While mindful of the principle that the claimant carries the burden of proof on disability, the Secretary nonetheless retains the obligation to develop an adequate record necessary for intelligent appellate review. See Carrillo Marin, 758 F.2d at 17. I would thus reverse the judgment of the district court and remand to the Secre*1434tary for further proceedings designed to determine the period in which Morgan’s mental impairment reached disabling severity. See Mitchell v. Bowen, 827 F.2d 387, 389-90 (8th Cir.1987) (reversing and remanding Secretary’s denial of disability benefits for failure to fully develop record with respect to onset date of claimant’s disability); Poulin, 817 F.2d at 871-72 (remanding denial of schizophrenic claimant’s disability benefits for further development of evidence bearing on onset date of her mental disability); Deblois, 686 F.2d at 80-81 (same).

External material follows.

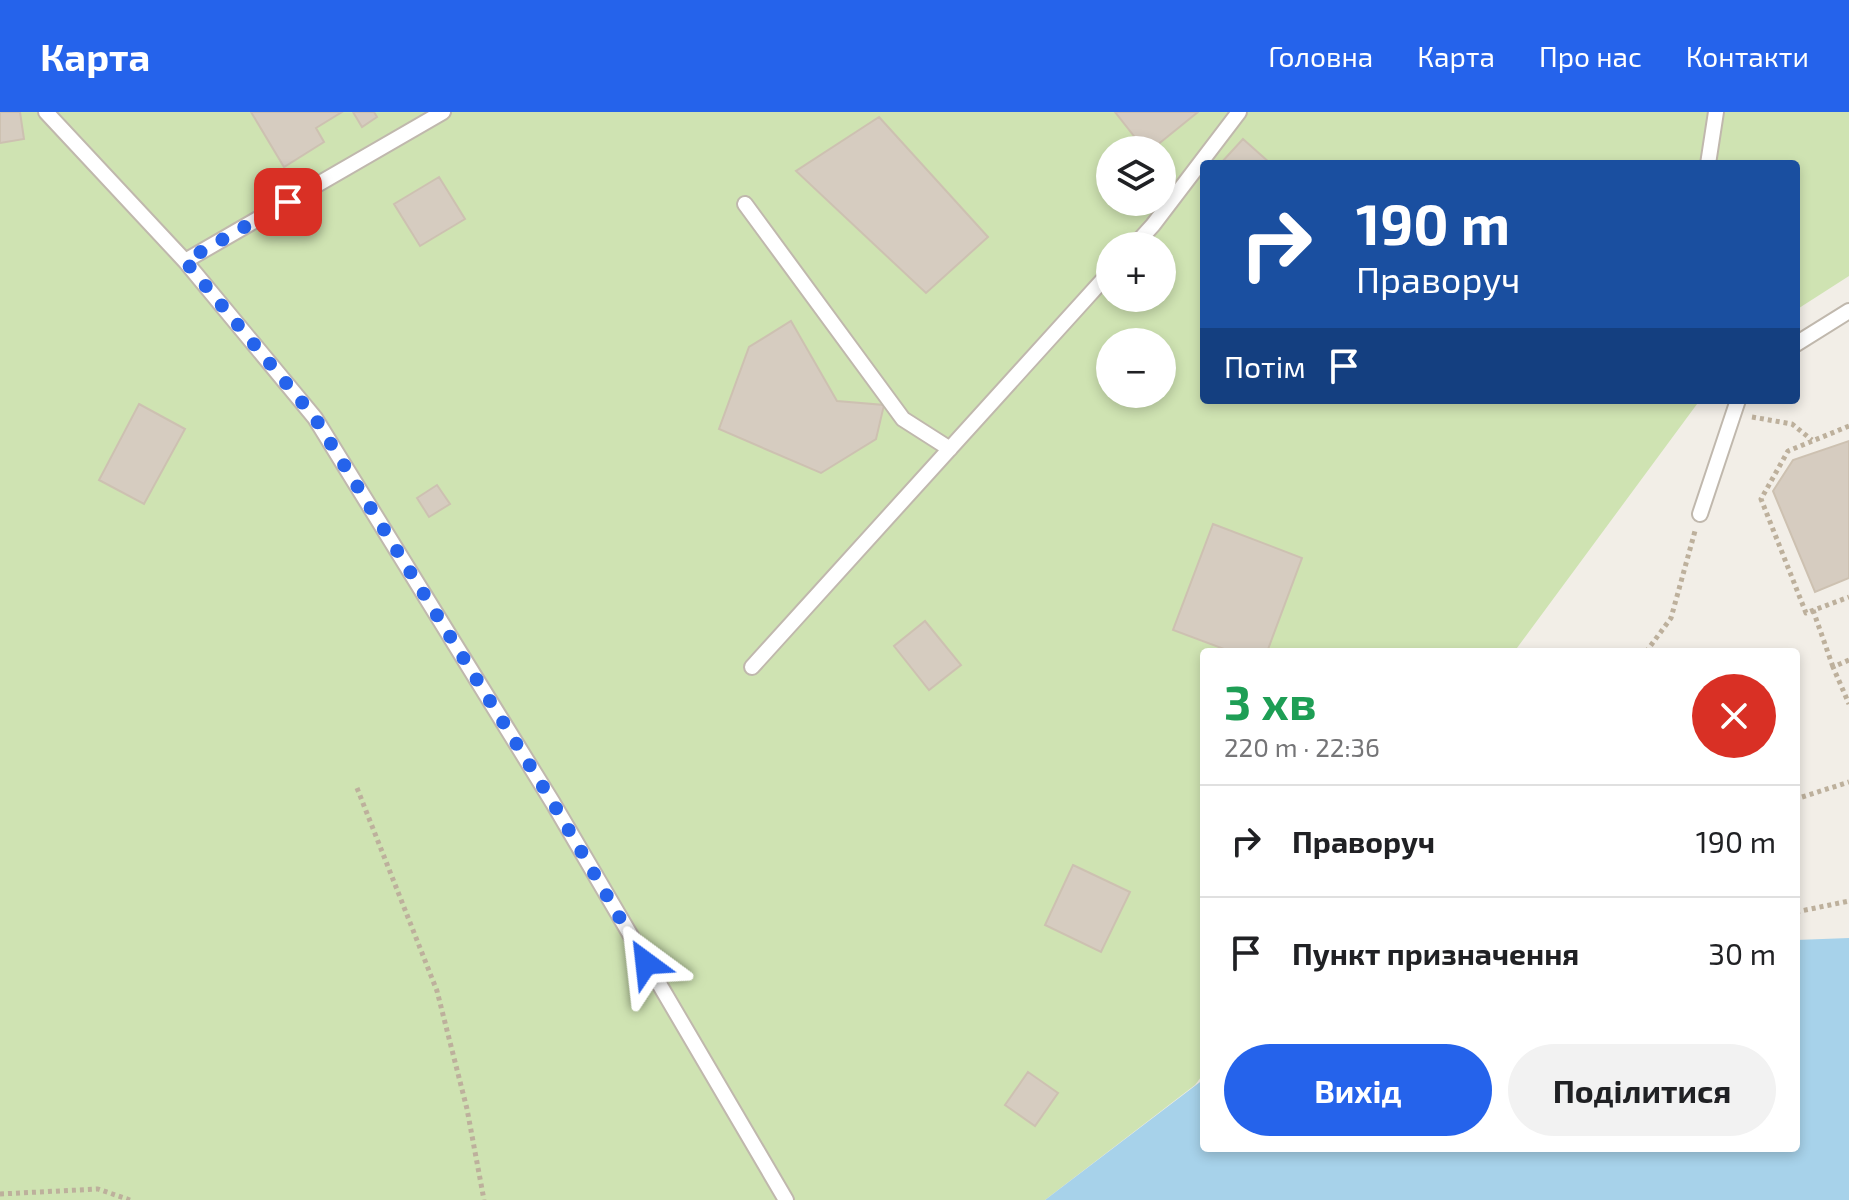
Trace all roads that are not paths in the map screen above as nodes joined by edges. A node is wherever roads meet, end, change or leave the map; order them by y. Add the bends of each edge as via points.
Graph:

. The most common course of schizophrenia is one of acute exacerbations and relative remissions which rarely return the sufferer to baseline functioning. Textbook of Psychiatry at 767; DSM-III-R at 191. Moreover, while no pathognomonic clinical sign or symptom has yet been associated with schizophrenia, the illness invariably involves delusions, hallucinations, or certain characteristic disturbances in thought and affect in one or more of its phases. DSM-III-R at 187.

. Morgan’s complaints of somatic discomfort and feeling overwhelmed by internal and external pressures are signs consistent with the pro-dromal phase of schizophrenia. Textbook of Psychiatry at 759, 767; DSM-III-R at 190.

. Because the Crescent City clinic’s records are regularly destroyed after five years, no records exist as to the nature of Morgan’s treatment at the clinic during this period.

. Morgan's testimony at this April 1985 hearing provided scant assistance on the onset date issue as his mental impairment had progressed, by this time, to a level which prevented him from coherently responding to questions posed by the court and his counsel. Indeed, the ALJ characterized Morgan’s testimony as “bizarre and out of touch with reality."